** Opening Information provided block **

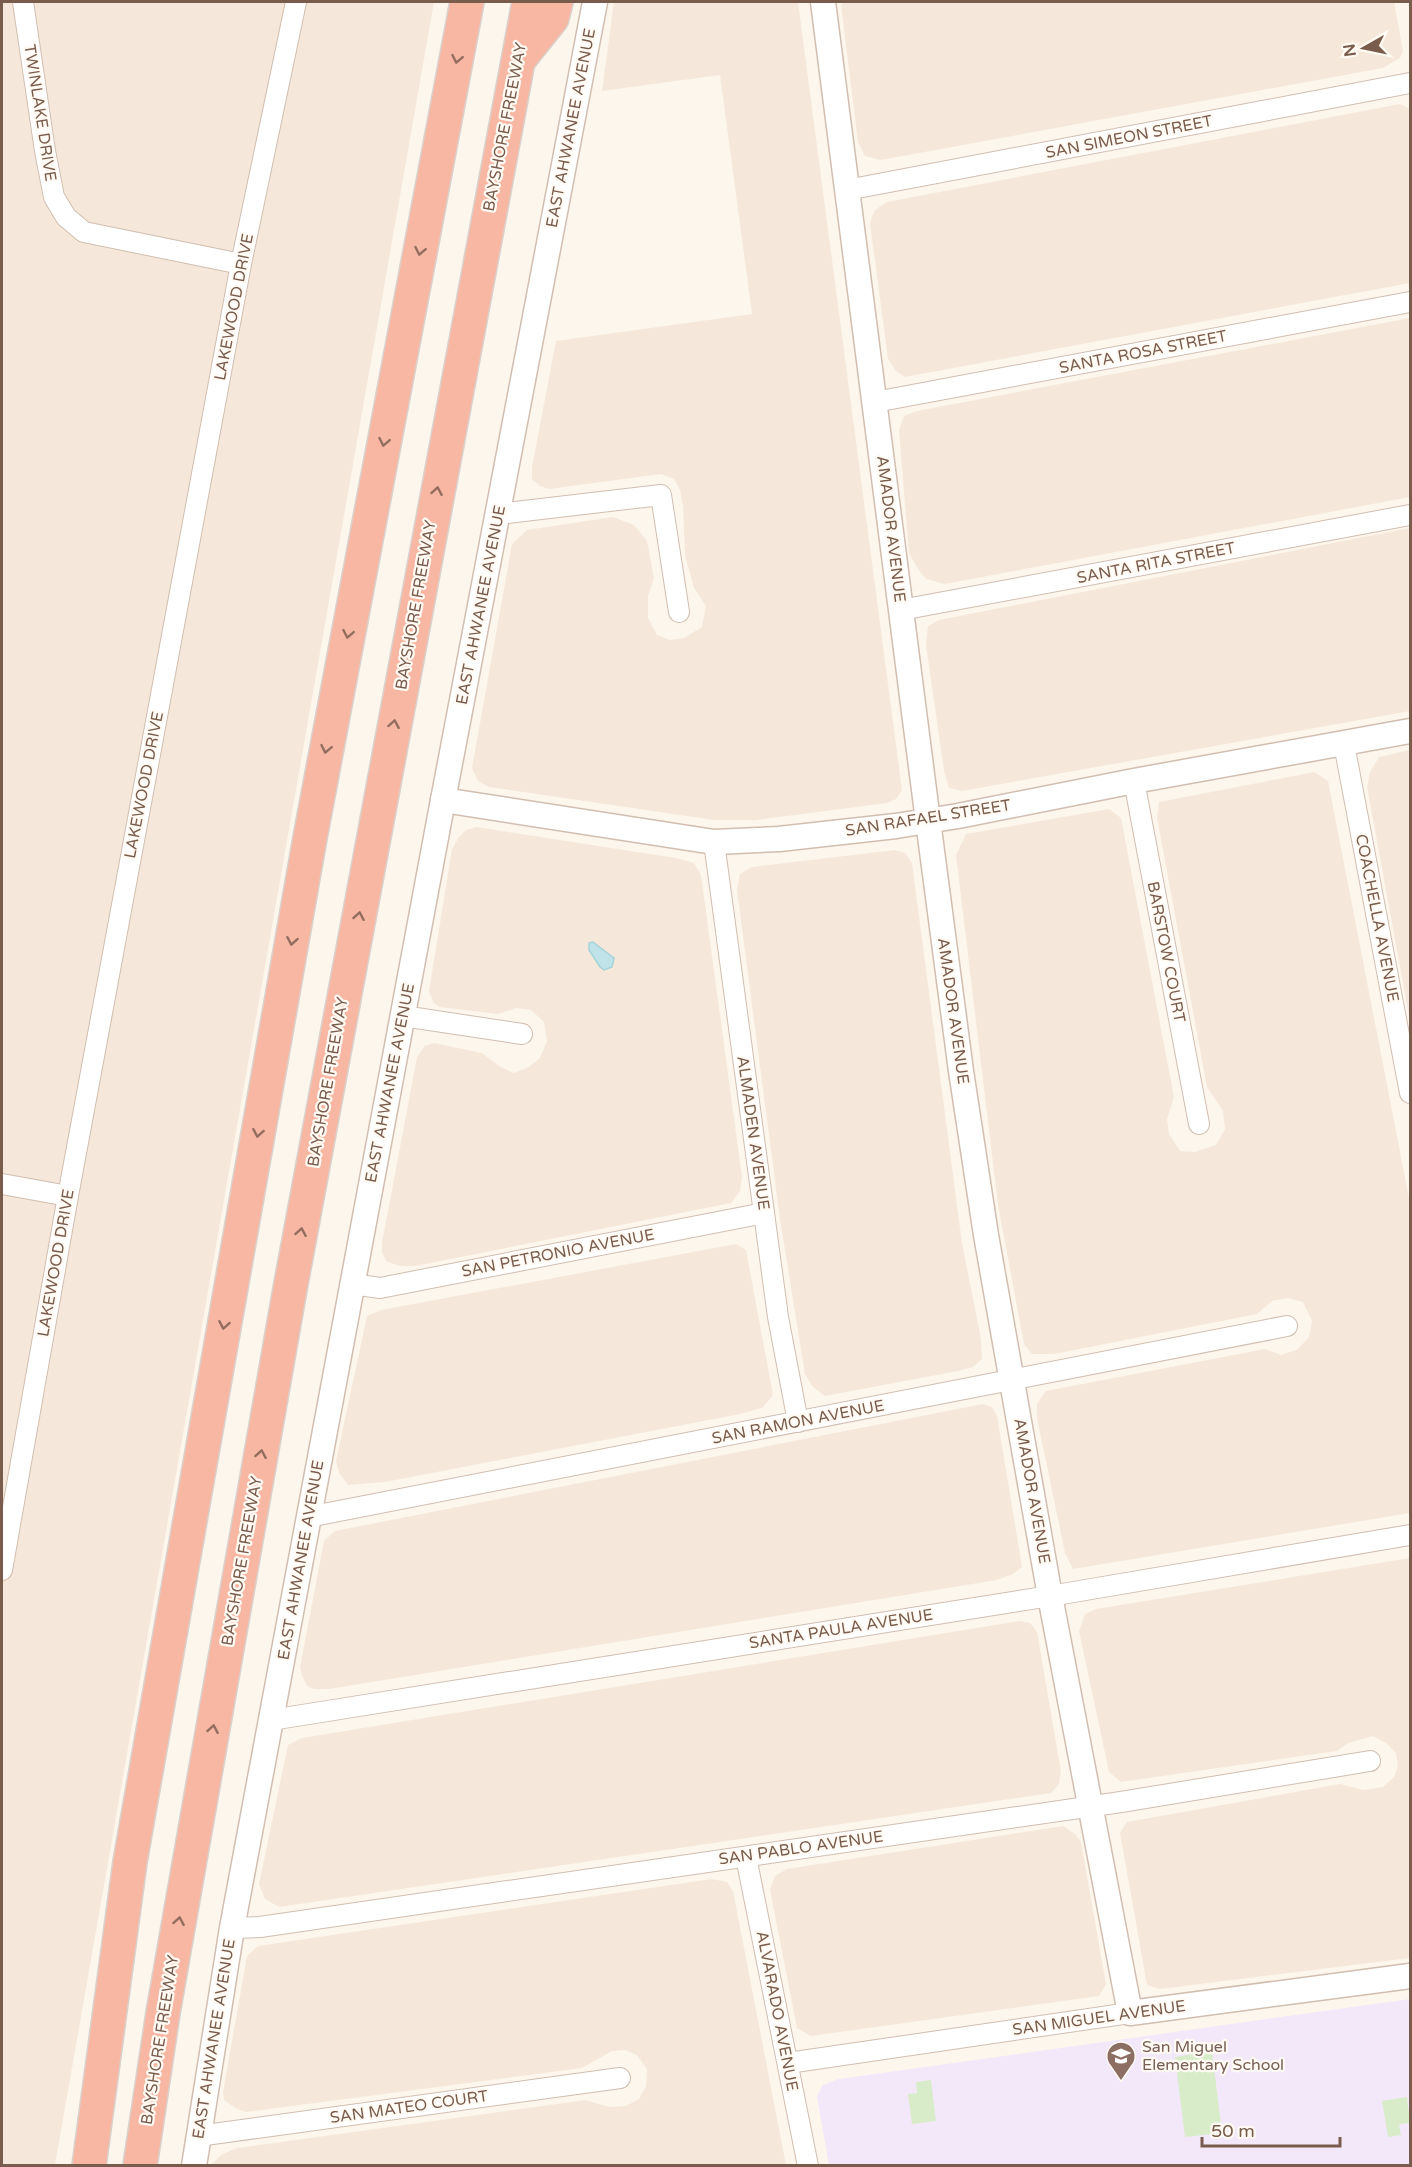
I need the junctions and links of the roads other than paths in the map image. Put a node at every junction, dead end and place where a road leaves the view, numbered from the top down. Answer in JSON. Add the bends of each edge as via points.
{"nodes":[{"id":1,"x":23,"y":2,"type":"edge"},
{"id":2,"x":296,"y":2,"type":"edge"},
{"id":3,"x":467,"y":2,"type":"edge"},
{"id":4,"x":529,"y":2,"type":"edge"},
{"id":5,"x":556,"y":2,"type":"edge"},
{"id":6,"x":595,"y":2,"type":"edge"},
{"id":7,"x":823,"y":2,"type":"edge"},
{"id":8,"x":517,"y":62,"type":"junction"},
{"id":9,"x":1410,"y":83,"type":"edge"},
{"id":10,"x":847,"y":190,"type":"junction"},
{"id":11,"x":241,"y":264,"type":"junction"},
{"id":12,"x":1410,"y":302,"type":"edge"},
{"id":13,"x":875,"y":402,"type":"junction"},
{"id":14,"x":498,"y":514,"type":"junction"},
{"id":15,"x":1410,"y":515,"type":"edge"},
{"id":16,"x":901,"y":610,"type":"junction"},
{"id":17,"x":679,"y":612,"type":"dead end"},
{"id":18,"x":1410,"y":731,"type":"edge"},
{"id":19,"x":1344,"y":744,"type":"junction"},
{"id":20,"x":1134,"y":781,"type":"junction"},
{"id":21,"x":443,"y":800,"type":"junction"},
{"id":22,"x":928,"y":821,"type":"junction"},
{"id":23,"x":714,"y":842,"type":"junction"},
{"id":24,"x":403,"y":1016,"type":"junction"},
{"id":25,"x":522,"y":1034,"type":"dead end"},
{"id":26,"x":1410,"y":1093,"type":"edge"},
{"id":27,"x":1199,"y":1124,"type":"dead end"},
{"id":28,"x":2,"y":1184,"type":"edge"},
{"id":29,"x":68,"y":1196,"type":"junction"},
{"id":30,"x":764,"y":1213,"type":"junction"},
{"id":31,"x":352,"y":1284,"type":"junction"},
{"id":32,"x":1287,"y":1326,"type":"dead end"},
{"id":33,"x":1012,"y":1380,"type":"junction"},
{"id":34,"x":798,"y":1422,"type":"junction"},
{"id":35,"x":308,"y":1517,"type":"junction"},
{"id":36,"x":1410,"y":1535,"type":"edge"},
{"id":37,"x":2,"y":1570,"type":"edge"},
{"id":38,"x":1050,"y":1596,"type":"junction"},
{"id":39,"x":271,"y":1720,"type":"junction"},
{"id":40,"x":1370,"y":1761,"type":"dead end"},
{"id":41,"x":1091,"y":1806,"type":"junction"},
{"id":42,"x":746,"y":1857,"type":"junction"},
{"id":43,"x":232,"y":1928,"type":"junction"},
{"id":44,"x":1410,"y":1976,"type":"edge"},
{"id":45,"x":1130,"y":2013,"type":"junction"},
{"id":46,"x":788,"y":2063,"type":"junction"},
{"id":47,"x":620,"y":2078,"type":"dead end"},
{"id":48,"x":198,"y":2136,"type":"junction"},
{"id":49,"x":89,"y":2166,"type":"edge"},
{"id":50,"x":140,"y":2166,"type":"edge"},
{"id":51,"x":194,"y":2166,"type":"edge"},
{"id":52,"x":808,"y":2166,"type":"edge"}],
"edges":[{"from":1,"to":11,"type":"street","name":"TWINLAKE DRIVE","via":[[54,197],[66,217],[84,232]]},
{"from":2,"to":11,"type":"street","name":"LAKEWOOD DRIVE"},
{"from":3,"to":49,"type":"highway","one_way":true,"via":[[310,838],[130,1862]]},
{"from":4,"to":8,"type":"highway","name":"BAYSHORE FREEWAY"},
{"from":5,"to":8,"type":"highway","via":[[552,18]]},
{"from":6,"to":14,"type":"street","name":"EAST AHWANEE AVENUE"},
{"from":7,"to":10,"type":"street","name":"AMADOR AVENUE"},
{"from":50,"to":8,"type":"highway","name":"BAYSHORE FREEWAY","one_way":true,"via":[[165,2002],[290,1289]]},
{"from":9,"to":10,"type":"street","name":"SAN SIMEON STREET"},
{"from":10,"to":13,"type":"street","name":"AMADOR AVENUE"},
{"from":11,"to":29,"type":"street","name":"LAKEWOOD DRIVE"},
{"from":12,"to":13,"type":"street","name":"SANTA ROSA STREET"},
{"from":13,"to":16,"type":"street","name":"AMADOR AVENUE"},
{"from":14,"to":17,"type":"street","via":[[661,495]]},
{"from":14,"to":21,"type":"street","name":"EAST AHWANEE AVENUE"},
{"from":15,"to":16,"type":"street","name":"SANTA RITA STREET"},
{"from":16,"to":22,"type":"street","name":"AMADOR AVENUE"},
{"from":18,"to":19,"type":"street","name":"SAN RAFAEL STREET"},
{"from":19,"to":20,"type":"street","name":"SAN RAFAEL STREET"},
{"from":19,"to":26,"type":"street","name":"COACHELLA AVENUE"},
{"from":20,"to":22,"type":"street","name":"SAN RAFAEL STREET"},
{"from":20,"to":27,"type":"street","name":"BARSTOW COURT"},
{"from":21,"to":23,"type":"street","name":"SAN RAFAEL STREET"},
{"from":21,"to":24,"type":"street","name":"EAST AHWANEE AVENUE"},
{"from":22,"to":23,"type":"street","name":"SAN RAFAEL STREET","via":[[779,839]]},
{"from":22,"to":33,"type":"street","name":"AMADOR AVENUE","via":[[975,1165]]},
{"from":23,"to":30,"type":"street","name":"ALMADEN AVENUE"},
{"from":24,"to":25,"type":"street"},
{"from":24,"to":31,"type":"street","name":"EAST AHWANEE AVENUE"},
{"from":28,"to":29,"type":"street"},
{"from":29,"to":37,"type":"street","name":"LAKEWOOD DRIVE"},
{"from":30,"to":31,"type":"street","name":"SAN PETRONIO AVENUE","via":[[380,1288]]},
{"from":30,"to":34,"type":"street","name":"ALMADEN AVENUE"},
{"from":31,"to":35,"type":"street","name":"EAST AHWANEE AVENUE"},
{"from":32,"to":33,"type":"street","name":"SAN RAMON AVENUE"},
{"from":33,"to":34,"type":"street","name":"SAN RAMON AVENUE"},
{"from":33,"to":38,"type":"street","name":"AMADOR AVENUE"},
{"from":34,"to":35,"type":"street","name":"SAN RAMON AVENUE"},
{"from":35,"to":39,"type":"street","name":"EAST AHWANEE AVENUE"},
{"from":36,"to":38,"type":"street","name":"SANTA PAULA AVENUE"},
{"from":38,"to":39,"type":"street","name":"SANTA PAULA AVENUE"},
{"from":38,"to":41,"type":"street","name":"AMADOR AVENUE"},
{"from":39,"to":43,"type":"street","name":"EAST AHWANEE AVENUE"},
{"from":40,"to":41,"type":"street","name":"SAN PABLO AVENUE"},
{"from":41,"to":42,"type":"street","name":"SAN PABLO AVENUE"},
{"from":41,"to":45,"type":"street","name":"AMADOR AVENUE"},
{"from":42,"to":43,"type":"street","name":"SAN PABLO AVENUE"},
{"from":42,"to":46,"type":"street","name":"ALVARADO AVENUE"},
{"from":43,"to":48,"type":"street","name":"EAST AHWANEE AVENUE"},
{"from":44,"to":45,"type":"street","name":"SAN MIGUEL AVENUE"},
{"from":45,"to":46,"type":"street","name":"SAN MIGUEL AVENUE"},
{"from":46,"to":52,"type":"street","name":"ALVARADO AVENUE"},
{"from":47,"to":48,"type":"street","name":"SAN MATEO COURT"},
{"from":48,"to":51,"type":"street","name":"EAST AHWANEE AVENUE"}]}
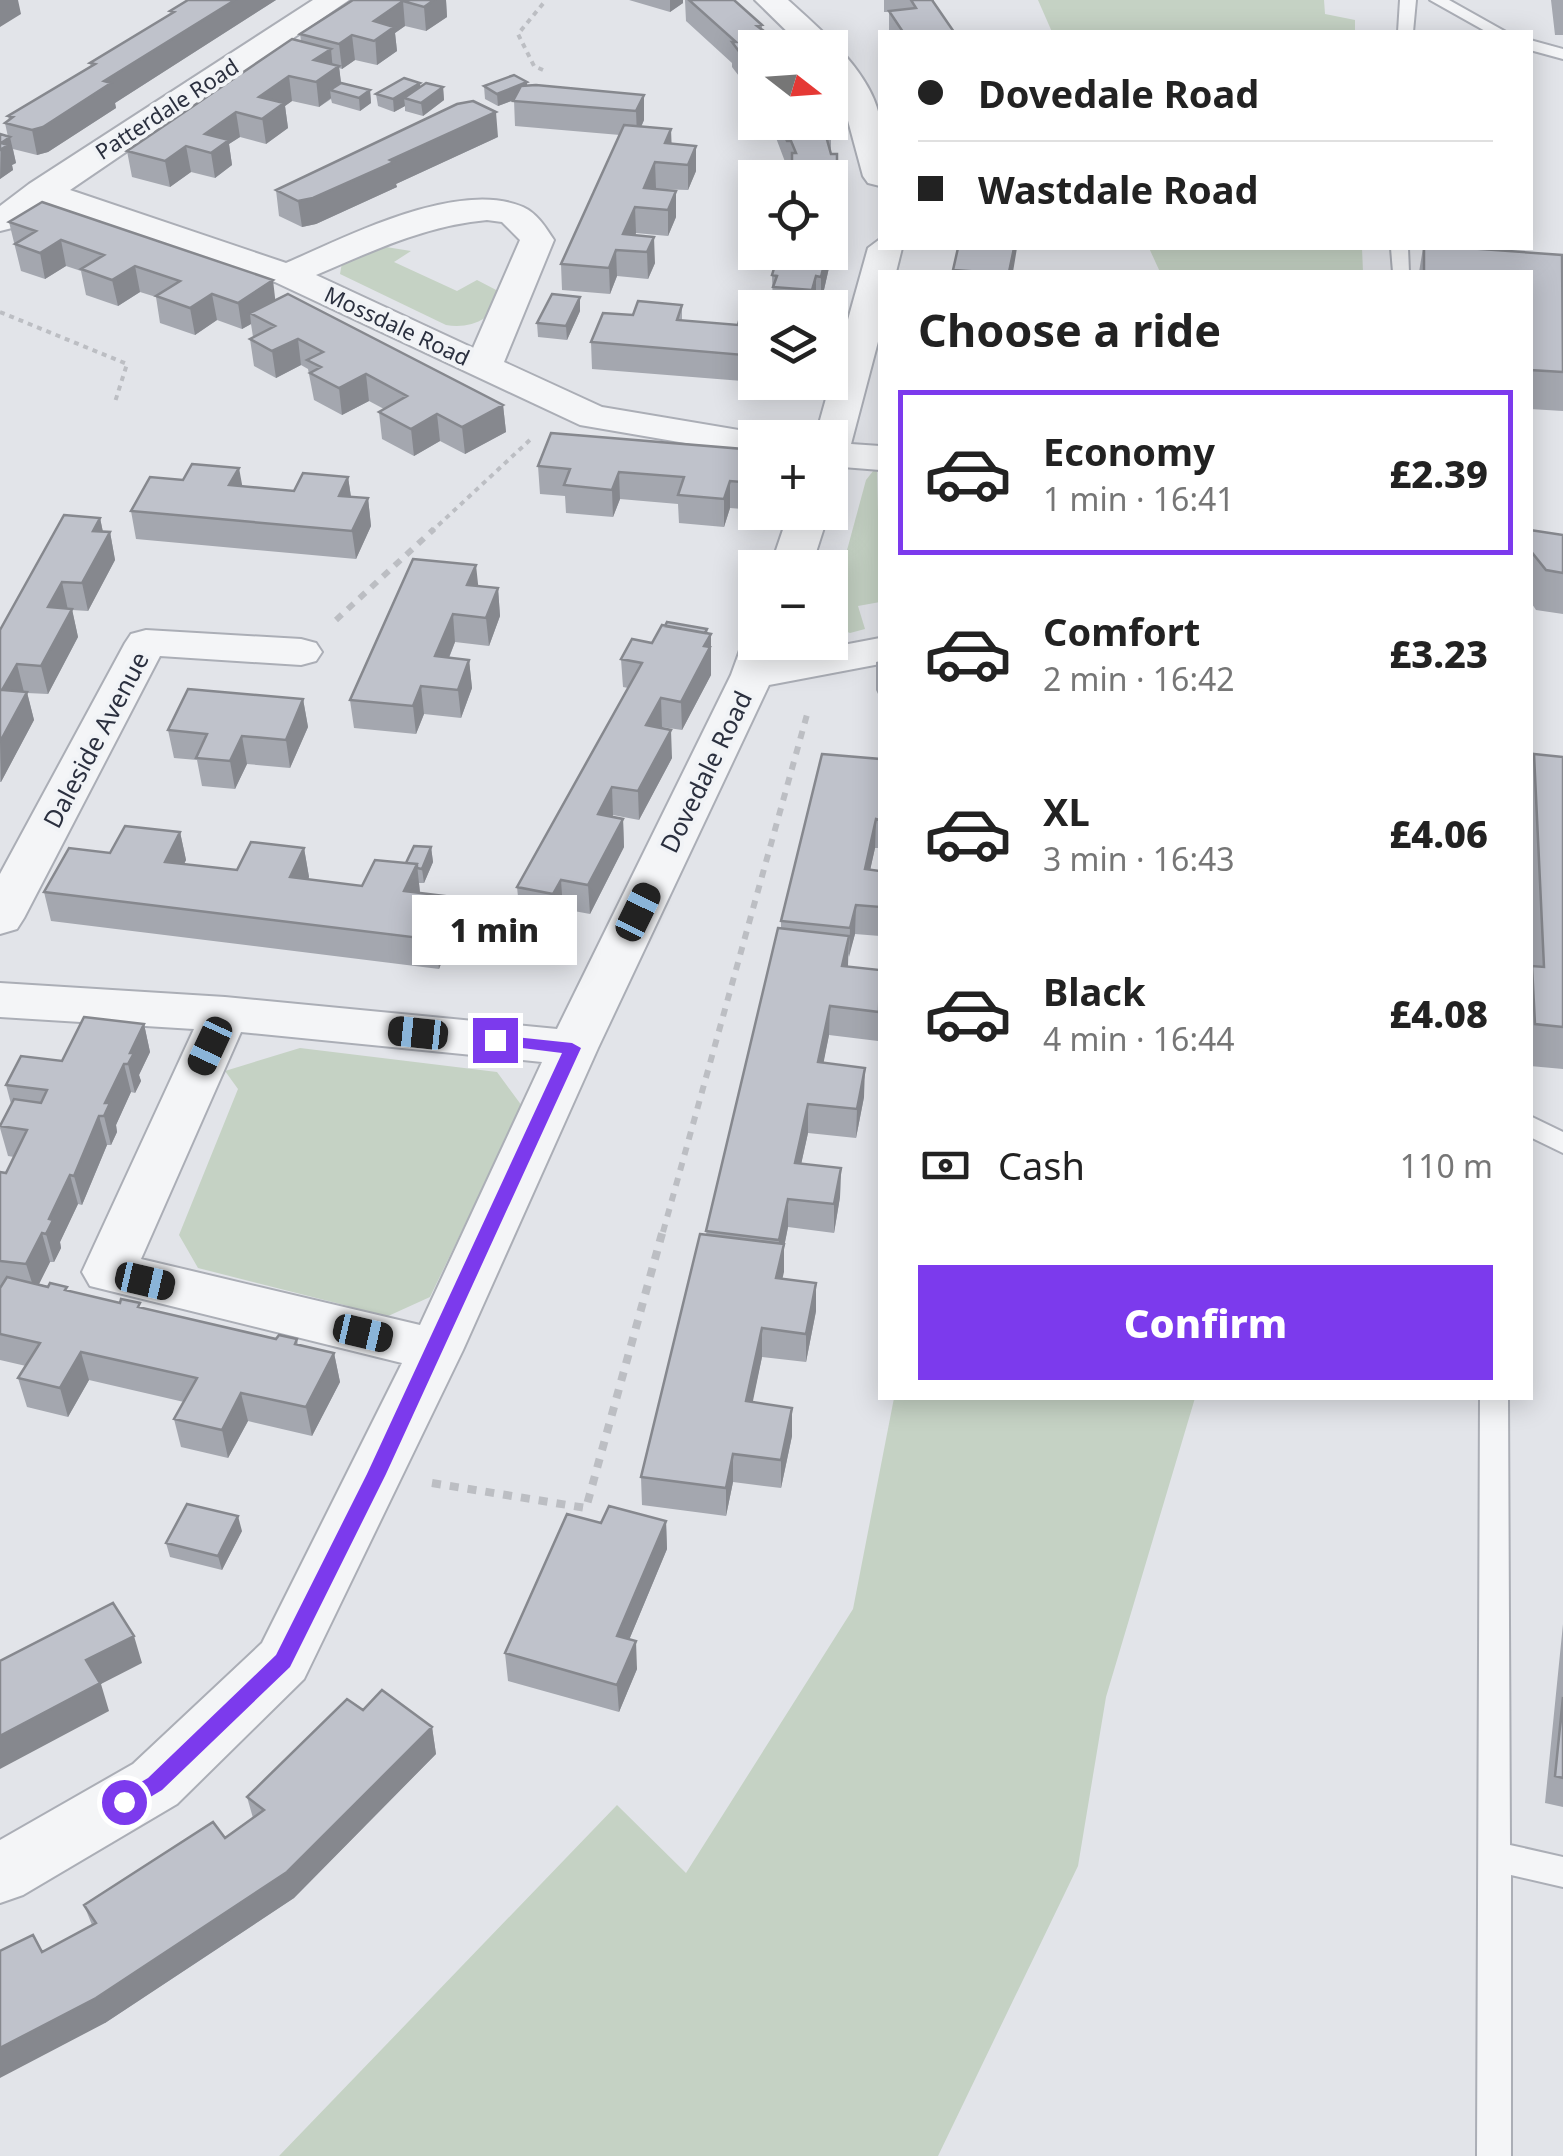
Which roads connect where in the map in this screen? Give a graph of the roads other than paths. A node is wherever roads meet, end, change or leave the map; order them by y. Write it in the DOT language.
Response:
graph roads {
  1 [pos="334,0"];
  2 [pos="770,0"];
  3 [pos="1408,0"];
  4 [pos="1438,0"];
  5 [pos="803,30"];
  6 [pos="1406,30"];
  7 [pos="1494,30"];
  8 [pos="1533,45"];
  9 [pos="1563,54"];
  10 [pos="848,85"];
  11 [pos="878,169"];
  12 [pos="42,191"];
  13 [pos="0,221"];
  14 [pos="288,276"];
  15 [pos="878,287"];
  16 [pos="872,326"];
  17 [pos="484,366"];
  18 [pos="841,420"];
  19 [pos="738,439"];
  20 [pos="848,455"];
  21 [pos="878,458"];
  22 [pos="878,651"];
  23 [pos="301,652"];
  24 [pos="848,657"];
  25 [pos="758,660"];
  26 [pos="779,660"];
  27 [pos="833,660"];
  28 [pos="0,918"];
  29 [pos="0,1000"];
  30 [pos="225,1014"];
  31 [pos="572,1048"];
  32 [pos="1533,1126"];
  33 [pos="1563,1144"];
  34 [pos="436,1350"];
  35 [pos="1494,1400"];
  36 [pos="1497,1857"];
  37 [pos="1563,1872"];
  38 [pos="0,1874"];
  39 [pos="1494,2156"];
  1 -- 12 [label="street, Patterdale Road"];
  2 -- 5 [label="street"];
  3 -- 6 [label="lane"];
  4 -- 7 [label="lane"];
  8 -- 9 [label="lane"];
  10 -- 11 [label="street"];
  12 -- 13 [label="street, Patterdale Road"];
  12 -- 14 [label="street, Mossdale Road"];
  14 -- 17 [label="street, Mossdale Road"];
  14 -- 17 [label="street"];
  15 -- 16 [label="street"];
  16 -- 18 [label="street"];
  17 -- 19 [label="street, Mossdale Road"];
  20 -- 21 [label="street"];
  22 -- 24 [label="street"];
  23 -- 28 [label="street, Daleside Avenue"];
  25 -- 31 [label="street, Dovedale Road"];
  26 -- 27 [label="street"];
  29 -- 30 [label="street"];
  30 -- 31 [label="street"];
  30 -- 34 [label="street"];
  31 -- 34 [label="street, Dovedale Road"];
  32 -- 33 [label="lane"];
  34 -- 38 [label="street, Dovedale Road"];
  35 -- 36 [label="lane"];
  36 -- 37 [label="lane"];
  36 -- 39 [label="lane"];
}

** Closing Information provided block **

- Task item:
Across the records above, how many lines does the word "EAST" appear on? Reply with the number only.

- Solution for this exercise:
9